The construction of houses among peasants has ancient traditions, they were followed carefully until the twentieth century. Great importance was given to the place for the future home. Places were chosen where there were no roads, cemeteries, swamps, etc.
Not every wood was suitable for construction. The spruce — the "tree of the dead", was not suitable (coffins were made of it), the aspen, the "cursed" tree, was not suitable (according to legend, the traitor Judas hanged himself on it), it was impossible to take a lime tree: whoever cuts it down will get lost in the forest. Dry and dead trees were not suitable for construction.
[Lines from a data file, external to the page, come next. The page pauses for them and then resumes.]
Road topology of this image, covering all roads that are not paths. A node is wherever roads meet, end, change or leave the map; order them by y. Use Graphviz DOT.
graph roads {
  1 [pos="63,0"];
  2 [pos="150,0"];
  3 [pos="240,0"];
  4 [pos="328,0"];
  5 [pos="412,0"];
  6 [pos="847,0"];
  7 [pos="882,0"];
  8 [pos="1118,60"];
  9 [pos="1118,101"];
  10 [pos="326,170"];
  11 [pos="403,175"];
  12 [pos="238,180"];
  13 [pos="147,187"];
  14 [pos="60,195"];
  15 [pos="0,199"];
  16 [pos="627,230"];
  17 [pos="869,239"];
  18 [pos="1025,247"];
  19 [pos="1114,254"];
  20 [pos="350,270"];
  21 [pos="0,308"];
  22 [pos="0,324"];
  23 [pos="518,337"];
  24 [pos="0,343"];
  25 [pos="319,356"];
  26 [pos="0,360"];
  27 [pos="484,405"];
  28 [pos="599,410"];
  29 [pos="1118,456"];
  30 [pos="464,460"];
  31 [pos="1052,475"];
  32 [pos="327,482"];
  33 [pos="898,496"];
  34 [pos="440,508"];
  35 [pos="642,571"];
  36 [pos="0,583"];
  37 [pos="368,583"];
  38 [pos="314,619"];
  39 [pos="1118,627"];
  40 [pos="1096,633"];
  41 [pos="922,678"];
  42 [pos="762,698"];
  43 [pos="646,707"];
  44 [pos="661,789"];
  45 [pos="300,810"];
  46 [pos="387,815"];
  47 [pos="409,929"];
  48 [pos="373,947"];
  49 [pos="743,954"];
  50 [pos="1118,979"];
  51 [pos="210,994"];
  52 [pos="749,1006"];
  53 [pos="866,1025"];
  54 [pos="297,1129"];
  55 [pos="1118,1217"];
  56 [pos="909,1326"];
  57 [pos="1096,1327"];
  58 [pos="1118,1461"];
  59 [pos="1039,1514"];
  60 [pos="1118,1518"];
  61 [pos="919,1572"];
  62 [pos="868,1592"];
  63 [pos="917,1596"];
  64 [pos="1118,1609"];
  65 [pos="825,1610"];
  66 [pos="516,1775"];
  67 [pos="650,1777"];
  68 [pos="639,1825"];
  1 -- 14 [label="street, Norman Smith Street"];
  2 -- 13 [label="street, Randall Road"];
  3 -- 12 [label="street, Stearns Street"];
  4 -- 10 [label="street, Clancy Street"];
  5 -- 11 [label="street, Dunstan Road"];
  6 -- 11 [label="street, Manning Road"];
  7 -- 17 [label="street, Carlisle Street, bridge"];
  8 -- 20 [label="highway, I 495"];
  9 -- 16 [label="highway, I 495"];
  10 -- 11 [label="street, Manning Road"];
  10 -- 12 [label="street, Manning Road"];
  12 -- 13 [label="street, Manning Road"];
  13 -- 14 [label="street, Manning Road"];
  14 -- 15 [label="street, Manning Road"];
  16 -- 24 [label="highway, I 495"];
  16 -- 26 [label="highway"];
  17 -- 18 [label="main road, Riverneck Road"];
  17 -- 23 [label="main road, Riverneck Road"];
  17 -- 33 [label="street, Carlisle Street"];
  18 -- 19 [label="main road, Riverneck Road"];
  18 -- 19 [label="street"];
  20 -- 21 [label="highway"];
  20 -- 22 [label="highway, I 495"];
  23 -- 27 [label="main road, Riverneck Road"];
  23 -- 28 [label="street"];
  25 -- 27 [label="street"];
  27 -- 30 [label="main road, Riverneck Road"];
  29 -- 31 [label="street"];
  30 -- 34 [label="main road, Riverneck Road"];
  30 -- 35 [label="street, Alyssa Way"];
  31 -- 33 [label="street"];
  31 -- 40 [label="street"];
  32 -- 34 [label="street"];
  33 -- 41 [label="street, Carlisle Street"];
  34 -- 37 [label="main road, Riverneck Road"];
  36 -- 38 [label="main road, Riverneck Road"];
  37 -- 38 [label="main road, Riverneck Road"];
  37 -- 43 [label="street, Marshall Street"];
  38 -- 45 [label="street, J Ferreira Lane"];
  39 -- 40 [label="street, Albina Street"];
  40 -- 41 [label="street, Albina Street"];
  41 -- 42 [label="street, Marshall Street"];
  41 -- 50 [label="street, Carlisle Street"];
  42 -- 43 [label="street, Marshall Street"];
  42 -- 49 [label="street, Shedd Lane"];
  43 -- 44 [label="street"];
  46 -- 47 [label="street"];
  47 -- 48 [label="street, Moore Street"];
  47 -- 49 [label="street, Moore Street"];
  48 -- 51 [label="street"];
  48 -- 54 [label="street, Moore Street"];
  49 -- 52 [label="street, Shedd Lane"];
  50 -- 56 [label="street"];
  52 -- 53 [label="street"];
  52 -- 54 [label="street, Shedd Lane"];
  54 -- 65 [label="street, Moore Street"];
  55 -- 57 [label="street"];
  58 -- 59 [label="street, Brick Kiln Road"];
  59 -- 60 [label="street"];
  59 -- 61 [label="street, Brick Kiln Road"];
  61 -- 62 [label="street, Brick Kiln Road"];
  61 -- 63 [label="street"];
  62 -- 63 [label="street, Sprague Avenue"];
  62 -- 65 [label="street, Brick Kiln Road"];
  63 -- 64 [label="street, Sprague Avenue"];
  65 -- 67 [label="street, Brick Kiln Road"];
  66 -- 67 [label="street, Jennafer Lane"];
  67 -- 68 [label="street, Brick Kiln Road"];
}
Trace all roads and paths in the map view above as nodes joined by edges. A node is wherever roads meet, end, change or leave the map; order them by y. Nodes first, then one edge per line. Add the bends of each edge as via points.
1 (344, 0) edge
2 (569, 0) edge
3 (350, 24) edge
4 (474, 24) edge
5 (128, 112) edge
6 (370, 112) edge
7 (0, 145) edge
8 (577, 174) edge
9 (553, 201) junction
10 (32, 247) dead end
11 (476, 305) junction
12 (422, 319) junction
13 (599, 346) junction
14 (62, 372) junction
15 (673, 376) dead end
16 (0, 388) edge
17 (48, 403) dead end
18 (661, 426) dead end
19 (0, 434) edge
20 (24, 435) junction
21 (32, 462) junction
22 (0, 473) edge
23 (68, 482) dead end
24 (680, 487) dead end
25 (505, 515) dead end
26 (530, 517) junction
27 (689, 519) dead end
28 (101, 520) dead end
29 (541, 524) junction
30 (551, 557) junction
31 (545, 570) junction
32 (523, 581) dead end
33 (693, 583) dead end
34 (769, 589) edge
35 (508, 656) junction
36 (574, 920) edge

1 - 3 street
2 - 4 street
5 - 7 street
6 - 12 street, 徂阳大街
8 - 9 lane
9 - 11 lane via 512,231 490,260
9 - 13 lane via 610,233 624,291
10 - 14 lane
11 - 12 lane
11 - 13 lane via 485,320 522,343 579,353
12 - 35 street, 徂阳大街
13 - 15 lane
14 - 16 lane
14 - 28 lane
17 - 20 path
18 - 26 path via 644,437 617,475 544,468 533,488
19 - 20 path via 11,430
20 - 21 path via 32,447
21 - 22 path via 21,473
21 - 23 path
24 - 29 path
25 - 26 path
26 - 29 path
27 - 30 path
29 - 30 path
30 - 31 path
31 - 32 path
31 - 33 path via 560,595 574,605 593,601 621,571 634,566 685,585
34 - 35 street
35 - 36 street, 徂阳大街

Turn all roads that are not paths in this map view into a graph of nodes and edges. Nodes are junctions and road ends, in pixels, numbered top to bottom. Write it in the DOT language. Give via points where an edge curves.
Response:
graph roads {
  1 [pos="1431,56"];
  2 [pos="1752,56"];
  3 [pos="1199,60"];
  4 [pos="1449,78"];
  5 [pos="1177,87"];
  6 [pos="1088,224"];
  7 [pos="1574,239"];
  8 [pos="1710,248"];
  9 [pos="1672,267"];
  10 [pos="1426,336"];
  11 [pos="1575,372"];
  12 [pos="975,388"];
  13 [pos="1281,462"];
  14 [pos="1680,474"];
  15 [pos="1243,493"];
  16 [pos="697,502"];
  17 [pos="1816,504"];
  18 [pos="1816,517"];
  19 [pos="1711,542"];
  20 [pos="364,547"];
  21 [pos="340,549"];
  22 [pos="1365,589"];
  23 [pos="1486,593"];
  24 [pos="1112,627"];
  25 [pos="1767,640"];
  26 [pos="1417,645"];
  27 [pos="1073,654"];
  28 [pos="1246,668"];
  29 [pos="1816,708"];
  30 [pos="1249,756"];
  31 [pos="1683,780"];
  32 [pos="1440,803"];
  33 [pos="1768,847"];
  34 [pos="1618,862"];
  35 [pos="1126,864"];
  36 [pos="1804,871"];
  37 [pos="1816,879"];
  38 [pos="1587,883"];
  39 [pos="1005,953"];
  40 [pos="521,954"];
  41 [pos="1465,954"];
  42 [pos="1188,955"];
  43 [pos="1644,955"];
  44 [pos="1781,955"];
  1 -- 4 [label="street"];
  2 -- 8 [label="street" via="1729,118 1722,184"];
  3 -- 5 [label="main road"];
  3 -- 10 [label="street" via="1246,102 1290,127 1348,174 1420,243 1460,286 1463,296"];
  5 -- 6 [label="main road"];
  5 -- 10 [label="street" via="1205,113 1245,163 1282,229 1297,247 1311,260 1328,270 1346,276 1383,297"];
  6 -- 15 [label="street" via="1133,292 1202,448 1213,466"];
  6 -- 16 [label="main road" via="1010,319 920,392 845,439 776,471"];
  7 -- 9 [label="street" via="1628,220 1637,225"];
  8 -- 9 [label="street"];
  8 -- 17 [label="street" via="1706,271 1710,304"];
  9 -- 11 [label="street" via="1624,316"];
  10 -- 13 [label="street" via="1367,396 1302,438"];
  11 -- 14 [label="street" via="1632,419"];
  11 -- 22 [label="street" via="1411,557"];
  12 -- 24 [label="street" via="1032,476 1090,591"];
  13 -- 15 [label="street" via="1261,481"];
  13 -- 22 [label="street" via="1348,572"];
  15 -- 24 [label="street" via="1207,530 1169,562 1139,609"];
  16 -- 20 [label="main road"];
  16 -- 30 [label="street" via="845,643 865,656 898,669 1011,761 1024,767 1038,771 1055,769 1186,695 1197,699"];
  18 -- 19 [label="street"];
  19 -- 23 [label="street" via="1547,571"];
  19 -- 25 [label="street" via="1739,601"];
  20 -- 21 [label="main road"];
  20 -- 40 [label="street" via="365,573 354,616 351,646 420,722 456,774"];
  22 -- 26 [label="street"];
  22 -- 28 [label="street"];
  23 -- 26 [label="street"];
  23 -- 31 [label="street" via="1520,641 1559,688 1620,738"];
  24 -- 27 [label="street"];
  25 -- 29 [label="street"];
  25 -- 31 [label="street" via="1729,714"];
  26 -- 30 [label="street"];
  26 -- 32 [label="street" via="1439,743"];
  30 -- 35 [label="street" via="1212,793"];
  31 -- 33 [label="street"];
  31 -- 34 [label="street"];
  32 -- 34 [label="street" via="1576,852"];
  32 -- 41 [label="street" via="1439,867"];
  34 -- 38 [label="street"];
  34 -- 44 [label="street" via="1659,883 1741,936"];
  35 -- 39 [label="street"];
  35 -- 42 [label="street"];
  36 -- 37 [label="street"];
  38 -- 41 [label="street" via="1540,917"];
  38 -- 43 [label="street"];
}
Of all the ordinary signs, the peasants believed the most that they were connected with the laying of a new house and the moving from an old house to a new one. The carpenters, according to the peasants, knew certain secrets. When laying a new house, the owner treated the craftsmen after the first crowns were put up, he treated them when the house was built to the rafters. Carpenters could punish stingy owners, for example, an ordinary bottle neck, embedded under the very ridge, produced howling, moaning and crying in gusts of wind, and a "special" object placed under the central ceiling log "uterus" filled the house with various unclean spirits that disturbed the household. Sometimes it was possible to drive away the pests with the help of healers and choppers, in the most extreme case it was necessary to disassemble the house and put it in a new place.
Peasant houses in Siberia, as in the Urals, were built from the trunks of coniferous trees. The main building material was pine. The pine log was very hygienic, as the pine released essential oils, which are antiseptic. In the middle of the nineteenth century, there was a shortage of timber, so the peasants had to change the main building material — for example, to build from birch.
In the southern counties of the Tobolsk province, which receive the bulk of immigrants, wood as the main building material in the late XIX — early XX centuries became difficult to access. So, in the Ishim and Tyukalinsky districts, plots for new settlers were allocated on chernozem lands, where the forest was mainly wood-burning. The lack of timber led to the appearance of huts made of straw bundles, firewood on clay, adobe huts. The floor was dirt. The dwelling was whitewashed outside and inside. In winter, newborn calves and lambs were kept in houses.
The houses were completed with a gable roof made of plank or shingle (the surface part of the trunk of a birch or pine tree together with bark, which was "torn" with special cleavers. Thatched roofs were practically not found, as they were fire-hazardous and at the same time blown away by strong winds.